### The data:
----------

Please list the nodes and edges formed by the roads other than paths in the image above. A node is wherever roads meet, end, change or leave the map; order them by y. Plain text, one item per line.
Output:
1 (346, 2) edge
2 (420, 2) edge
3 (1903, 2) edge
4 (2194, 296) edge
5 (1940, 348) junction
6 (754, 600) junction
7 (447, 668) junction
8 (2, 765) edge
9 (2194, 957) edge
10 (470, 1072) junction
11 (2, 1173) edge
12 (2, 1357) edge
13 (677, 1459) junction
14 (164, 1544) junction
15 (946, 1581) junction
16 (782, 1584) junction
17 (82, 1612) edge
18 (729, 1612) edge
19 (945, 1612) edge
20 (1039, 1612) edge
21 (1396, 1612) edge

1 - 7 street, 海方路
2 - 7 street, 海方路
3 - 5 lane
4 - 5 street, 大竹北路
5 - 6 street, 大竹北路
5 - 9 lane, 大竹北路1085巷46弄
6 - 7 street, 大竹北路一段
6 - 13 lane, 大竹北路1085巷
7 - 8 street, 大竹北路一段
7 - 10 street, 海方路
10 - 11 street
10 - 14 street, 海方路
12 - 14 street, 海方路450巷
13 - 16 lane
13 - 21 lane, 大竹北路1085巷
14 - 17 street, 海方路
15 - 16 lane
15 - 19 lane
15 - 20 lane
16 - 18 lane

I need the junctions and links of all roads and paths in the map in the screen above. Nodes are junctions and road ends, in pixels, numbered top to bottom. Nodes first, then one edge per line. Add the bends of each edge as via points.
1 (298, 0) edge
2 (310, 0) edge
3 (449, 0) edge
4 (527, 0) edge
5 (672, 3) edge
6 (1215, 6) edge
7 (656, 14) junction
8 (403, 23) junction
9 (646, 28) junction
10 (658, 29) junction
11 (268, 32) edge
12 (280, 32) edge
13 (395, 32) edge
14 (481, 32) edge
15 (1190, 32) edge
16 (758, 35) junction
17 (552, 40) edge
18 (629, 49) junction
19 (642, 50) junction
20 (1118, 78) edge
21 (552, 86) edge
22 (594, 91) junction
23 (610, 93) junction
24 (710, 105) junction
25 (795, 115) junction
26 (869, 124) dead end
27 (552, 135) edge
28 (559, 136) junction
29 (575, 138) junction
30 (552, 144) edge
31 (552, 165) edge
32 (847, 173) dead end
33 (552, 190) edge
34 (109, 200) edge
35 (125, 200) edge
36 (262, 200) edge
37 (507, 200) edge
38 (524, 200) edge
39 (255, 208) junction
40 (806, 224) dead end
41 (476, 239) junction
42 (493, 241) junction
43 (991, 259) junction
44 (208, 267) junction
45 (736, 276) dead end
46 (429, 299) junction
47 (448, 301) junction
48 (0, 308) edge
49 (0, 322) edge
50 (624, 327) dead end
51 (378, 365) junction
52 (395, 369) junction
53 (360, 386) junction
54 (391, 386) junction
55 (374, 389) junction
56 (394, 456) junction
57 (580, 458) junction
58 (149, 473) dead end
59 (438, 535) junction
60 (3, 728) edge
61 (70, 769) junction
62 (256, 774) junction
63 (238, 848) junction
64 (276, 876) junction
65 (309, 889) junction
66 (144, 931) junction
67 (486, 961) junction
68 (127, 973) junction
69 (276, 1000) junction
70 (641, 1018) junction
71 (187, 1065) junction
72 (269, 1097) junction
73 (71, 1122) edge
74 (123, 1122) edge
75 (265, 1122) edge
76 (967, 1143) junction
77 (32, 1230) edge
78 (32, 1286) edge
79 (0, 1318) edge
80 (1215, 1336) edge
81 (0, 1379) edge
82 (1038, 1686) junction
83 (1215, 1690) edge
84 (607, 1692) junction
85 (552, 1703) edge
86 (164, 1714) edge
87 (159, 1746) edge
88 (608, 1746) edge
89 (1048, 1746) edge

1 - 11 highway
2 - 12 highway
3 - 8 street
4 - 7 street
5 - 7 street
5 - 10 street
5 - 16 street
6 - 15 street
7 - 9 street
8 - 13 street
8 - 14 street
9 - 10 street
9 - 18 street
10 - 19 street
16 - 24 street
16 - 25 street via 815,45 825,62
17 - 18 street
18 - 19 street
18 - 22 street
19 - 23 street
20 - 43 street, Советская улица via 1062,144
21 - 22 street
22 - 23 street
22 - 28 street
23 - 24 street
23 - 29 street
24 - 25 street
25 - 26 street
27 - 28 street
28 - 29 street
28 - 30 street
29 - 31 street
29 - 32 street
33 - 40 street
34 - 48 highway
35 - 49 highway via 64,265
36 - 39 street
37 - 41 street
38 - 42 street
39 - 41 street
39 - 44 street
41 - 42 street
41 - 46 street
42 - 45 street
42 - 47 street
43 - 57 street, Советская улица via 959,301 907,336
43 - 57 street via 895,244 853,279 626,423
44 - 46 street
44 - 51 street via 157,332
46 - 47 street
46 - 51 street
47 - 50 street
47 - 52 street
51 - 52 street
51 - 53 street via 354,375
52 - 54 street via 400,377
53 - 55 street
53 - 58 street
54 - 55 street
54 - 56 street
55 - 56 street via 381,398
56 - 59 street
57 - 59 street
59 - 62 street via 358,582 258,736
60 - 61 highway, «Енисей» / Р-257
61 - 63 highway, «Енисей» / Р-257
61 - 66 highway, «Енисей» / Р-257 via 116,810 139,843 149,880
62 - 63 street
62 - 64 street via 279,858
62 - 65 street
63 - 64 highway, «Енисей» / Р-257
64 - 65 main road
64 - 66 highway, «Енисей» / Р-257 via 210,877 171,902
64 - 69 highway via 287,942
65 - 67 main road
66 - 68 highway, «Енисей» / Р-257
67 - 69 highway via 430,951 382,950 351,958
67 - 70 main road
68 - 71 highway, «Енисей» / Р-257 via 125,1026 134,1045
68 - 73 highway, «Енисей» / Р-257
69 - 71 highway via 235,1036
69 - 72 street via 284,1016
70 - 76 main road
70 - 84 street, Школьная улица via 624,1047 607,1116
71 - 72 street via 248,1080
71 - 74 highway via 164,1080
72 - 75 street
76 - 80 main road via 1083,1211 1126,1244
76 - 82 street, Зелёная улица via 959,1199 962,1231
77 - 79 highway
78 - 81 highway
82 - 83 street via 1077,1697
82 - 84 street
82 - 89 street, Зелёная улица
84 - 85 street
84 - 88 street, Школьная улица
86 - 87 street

----------

### Task directions:
What is needed is every line from the data above that includes the string "dead", copied out.

### Response to this exercise:
26 (869, 124) dead end
32 (847, 173) dead end
40 (806, 224) dead end
45 (736, 276) dead end
50 (624, 327) dead end
58 (149, 473) dead end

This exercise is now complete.